▶ [WHAT TO PRODUCE]: In the data below, which lines hold the word "Arundel"? Copy them.

>>>>>

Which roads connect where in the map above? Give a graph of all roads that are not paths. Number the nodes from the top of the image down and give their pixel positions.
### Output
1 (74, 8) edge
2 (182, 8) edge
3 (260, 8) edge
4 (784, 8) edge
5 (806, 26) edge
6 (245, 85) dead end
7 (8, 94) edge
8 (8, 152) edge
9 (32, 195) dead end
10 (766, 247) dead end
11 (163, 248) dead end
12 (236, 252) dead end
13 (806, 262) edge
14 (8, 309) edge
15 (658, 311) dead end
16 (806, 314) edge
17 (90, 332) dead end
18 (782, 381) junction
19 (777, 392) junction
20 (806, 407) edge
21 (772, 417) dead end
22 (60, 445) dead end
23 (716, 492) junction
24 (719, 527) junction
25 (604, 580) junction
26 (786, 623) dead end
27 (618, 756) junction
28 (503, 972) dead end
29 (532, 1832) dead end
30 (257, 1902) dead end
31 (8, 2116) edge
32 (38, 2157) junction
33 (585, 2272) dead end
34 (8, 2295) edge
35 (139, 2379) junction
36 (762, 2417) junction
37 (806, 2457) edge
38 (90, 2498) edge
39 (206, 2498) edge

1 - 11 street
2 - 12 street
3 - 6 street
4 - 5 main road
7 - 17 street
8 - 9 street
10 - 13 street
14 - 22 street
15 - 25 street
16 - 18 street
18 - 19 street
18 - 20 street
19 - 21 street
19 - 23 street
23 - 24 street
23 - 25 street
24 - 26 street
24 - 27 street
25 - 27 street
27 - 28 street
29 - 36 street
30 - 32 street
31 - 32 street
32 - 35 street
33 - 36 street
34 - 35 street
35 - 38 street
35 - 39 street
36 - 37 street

<<<<<
>>>>>

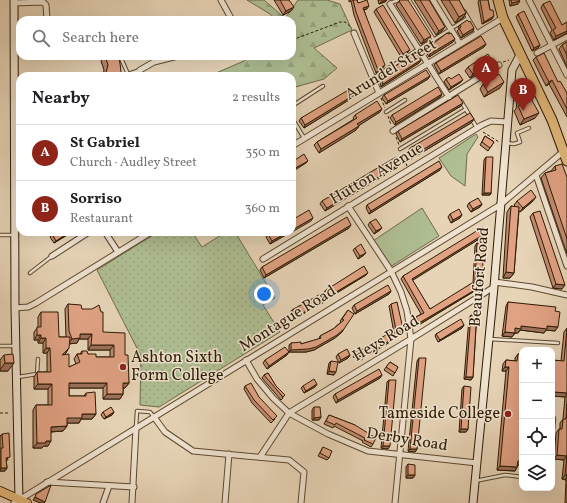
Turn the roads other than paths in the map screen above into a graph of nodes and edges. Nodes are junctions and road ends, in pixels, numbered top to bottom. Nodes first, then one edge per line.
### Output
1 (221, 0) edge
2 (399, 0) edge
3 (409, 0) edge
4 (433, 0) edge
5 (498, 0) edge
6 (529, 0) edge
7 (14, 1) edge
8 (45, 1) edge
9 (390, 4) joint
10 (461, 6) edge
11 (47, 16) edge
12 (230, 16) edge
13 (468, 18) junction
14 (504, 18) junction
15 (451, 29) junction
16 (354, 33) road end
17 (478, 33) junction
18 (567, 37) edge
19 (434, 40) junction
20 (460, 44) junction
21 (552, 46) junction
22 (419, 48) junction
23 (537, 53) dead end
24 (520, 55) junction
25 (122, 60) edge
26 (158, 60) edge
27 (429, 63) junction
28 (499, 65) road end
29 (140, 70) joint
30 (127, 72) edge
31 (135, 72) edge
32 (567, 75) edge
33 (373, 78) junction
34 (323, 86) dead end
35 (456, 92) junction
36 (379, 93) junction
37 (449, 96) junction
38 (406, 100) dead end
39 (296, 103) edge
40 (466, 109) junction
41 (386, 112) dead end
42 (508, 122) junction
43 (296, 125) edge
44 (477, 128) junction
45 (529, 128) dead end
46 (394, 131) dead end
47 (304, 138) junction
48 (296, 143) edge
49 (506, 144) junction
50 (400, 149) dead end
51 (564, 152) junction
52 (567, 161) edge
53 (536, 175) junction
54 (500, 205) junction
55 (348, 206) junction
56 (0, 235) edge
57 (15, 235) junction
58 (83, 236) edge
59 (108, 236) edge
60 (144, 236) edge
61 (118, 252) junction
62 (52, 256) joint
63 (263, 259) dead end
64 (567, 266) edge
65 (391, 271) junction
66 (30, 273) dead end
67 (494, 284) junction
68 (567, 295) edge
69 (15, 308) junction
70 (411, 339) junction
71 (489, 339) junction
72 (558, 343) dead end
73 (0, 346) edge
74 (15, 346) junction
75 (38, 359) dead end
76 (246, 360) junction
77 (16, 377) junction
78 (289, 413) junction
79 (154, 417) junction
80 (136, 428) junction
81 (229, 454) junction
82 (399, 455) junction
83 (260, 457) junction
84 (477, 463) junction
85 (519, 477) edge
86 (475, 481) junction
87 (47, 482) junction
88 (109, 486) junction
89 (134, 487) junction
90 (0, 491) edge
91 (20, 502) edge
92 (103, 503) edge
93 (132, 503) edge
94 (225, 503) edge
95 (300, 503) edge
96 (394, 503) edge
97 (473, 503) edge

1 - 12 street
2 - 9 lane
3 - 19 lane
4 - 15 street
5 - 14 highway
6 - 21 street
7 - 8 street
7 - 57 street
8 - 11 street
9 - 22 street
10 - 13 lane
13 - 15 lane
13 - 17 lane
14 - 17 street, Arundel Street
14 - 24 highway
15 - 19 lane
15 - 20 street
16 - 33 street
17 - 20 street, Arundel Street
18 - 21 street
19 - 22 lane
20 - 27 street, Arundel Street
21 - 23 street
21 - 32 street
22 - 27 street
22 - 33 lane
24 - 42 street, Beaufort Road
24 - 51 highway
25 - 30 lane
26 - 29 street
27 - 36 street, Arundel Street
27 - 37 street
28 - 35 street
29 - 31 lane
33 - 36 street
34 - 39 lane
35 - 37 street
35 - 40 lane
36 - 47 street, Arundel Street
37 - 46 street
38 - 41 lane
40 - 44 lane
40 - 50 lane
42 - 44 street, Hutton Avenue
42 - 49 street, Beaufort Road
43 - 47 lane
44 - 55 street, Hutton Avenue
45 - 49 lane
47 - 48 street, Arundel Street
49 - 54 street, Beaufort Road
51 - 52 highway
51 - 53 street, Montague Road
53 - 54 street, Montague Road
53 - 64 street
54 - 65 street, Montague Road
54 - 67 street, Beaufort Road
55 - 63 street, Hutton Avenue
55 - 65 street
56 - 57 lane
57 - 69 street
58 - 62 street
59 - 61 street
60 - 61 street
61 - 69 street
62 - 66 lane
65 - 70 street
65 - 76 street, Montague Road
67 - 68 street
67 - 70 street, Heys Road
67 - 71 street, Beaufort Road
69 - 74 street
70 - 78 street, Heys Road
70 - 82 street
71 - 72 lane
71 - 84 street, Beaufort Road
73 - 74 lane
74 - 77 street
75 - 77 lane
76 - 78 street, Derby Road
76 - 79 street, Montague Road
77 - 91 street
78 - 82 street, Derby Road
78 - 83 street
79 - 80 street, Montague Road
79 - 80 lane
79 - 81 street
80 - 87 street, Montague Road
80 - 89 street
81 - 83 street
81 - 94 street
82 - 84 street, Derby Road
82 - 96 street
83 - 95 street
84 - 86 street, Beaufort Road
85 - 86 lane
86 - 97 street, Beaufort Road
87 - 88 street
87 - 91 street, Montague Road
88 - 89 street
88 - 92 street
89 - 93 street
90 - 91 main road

<<<<<

▶ [WRITTEN ANSWER]:
14 - 17 street, Arundel Street
17 - 20 street, Arundel Street
20 - 27 street, Arundel Street
27 - 36 street, Arundel Street
36 - 47 street, Arundel Street
47 - 48 street, Arundel Street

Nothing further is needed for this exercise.